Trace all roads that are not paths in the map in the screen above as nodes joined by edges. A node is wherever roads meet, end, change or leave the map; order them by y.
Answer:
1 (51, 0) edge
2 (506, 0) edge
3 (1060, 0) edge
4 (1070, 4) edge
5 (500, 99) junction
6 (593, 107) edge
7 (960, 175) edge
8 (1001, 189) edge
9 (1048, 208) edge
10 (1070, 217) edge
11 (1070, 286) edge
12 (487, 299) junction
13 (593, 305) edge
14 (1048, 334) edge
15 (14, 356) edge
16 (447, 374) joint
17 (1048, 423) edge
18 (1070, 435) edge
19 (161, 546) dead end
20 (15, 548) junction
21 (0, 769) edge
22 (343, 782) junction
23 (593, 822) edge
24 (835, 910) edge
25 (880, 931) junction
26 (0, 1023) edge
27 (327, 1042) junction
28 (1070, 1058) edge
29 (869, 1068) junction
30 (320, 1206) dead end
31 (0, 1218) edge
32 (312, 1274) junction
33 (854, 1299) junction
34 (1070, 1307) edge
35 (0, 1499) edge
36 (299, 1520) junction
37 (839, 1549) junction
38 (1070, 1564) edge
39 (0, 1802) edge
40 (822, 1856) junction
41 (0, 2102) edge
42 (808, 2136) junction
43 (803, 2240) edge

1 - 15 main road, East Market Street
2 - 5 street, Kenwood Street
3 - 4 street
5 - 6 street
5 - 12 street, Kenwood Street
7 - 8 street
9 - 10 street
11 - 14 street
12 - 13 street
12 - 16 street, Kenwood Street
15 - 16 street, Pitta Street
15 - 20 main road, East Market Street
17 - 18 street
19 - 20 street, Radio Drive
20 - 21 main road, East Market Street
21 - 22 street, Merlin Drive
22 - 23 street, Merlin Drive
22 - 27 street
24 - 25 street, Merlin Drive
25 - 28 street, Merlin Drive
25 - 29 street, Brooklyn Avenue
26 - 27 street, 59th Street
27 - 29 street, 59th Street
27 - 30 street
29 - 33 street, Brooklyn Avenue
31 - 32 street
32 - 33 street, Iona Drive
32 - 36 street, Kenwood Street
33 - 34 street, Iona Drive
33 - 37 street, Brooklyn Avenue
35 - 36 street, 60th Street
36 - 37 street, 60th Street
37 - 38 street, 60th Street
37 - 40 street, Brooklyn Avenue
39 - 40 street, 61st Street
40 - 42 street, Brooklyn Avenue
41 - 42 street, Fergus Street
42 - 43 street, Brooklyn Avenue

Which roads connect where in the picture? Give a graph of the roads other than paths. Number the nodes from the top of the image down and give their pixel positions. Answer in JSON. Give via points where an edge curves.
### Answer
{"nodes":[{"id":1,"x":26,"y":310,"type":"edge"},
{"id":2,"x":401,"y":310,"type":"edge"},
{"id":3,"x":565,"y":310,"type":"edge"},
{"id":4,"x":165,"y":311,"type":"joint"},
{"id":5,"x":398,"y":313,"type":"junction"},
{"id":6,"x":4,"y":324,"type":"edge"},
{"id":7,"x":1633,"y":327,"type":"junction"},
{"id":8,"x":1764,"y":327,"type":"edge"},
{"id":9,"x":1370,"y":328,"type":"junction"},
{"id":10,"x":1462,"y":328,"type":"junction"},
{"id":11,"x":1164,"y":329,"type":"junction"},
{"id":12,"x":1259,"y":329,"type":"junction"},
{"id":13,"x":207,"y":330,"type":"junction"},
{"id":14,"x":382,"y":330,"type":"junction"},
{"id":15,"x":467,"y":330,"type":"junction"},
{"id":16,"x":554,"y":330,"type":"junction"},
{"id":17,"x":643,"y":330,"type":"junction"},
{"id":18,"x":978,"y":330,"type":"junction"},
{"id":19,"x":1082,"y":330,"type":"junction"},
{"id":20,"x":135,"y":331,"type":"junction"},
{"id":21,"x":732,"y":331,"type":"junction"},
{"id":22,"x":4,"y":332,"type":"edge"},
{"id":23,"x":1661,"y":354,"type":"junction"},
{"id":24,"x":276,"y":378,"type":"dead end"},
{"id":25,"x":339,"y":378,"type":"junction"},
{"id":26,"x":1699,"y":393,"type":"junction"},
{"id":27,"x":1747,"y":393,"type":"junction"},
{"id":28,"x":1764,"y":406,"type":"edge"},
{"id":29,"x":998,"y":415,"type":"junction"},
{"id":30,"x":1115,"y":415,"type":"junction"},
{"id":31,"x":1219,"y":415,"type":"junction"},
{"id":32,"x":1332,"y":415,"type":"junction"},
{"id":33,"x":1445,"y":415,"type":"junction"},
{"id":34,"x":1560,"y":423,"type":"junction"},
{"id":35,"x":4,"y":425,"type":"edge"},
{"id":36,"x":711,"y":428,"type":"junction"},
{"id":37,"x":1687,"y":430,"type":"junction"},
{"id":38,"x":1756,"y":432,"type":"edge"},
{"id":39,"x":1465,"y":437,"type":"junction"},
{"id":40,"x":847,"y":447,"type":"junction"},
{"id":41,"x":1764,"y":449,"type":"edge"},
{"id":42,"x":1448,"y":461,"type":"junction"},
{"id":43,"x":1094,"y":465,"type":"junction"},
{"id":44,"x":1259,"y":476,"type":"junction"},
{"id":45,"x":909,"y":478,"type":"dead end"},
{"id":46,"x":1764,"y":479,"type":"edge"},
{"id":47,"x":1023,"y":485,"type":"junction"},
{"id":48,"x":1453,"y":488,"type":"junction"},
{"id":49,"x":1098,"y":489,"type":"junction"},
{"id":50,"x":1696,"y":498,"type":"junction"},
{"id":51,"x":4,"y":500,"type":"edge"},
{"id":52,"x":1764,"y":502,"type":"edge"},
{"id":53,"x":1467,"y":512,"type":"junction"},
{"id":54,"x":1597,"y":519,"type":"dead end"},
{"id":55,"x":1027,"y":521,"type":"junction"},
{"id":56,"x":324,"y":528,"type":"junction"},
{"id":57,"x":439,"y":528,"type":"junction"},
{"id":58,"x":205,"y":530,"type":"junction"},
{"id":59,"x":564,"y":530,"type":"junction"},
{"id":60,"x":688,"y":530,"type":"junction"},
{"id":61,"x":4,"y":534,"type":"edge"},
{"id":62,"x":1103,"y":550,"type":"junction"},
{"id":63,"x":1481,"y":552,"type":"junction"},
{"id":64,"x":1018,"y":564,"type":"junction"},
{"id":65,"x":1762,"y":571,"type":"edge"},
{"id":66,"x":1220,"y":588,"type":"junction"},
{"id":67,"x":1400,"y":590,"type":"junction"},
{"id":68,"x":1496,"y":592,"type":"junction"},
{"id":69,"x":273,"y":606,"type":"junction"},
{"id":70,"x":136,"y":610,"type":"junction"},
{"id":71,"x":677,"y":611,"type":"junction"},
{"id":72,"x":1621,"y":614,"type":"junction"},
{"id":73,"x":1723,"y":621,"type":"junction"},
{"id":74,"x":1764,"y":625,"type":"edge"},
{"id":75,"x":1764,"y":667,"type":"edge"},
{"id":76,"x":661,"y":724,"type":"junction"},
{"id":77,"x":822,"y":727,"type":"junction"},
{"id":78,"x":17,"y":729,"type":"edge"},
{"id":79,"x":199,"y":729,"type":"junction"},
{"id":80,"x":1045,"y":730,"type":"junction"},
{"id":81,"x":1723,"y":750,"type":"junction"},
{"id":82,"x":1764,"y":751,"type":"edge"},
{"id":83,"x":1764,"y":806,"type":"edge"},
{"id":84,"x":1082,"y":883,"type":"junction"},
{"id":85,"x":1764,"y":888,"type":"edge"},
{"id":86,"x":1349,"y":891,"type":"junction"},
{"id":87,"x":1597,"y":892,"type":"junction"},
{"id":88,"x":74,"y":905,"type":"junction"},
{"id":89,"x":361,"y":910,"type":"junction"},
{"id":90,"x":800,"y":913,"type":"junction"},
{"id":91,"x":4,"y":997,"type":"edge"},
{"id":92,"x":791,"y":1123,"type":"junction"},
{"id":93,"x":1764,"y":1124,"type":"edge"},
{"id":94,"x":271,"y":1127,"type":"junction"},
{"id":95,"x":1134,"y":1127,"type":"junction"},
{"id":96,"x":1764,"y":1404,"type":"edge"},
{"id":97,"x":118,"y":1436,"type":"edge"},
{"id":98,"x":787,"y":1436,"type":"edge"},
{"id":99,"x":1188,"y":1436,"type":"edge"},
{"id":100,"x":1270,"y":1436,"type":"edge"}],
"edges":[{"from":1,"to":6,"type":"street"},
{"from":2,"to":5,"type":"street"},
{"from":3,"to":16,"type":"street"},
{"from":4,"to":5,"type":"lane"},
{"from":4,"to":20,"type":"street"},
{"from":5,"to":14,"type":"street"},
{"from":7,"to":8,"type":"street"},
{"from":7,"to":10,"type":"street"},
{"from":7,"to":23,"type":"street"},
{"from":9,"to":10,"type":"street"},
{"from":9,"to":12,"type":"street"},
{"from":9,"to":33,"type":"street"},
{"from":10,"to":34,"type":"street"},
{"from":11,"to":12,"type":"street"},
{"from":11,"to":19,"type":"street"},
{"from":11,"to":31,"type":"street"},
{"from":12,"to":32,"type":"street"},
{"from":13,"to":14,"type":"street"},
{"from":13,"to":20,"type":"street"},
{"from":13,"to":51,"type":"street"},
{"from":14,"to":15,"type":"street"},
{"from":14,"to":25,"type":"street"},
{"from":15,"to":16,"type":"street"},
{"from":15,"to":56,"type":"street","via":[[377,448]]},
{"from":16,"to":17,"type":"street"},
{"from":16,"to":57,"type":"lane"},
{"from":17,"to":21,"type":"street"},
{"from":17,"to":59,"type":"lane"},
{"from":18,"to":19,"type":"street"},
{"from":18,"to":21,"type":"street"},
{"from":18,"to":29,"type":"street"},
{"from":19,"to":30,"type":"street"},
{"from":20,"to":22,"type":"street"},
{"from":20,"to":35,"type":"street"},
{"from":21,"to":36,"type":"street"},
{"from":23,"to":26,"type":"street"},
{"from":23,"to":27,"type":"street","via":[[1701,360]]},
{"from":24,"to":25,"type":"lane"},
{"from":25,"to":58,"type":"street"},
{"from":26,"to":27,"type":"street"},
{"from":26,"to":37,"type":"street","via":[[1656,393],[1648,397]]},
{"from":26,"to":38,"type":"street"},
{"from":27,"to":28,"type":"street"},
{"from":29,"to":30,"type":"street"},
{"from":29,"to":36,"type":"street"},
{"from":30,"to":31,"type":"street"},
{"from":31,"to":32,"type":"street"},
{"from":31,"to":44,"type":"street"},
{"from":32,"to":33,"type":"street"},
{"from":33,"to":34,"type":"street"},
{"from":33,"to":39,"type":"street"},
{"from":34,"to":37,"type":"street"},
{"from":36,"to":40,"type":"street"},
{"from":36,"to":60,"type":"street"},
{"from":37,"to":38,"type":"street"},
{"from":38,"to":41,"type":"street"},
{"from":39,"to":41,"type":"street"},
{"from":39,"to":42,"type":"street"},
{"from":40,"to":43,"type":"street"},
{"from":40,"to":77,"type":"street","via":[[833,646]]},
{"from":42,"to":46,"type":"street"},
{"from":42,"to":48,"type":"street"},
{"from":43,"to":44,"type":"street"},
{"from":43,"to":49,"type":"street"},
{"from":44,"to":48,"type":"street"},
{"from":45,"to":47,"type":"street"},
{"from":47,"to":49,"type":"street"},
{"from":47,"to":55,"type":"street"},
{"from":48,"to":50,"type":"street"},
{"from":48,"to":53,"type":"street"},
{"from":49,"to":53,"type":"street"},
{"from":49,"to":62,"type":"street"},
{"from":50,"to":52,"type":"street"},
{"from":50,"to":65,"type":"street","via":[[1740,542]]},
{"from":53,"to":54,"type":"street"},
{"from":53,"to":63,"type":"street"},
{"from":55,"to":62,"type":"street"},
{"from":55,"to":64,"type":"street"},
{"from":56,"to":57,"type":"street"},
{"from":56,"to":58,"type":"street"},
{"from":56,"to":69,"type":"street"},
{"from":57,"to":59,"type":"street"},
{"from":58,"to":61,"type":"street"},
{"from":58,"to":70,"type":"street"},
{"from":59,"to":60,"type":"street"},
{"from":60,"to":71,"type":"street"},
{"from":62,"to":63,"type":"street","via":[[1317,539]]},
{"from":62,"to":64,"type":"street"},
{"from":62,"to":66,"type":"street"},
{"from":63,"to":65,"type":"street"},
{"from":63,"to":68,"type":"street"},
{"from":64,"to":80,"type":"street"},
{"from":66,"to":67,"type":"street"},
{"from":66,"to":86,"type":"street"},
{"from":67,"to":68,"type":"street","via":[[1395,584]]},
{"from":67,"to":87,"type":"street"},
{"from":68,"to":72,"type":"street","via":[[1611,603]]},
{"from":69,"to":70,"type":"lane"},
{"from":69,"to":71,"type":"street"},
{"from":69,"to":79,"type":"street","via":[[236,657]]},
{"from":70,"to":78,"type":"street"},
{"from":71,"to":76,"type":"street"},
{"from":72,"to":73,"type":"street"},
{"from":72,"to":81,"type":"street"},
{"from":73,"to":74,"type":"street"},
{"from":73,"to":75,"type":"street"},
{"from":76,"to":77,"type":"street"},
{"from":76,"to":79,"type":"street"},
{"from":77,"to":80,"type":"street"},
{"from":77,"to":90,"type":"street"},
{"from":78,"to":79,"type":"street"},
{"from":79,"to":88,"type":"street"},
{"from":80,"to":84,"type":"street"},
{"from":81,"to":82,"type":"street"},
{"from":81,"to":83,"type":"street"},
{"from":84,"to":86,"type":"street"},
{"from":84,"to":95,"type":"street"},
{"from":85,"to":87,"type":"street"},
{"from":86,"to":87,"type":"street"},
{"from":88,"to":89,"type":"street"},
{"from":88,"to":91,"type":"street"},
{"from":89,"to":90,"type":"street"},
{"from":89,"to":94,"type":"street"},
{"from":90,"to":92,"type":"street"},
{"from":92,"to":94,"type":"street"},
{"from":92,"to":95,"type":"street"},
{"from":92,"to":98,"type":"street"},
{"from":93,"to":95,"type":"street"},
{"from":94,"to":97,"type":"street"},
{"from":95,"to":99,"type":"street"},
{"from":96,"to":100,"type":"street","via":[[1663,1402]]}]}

• About this task
When a line of the records includes "Kenwood", that line belongs in the answer.

• Your solution
2 - 5 street, Kenwood Street
5 - 12 street, Kenwood Street
12 - 16 street, Kenwood Street
32 - 36 street, Kenwood Street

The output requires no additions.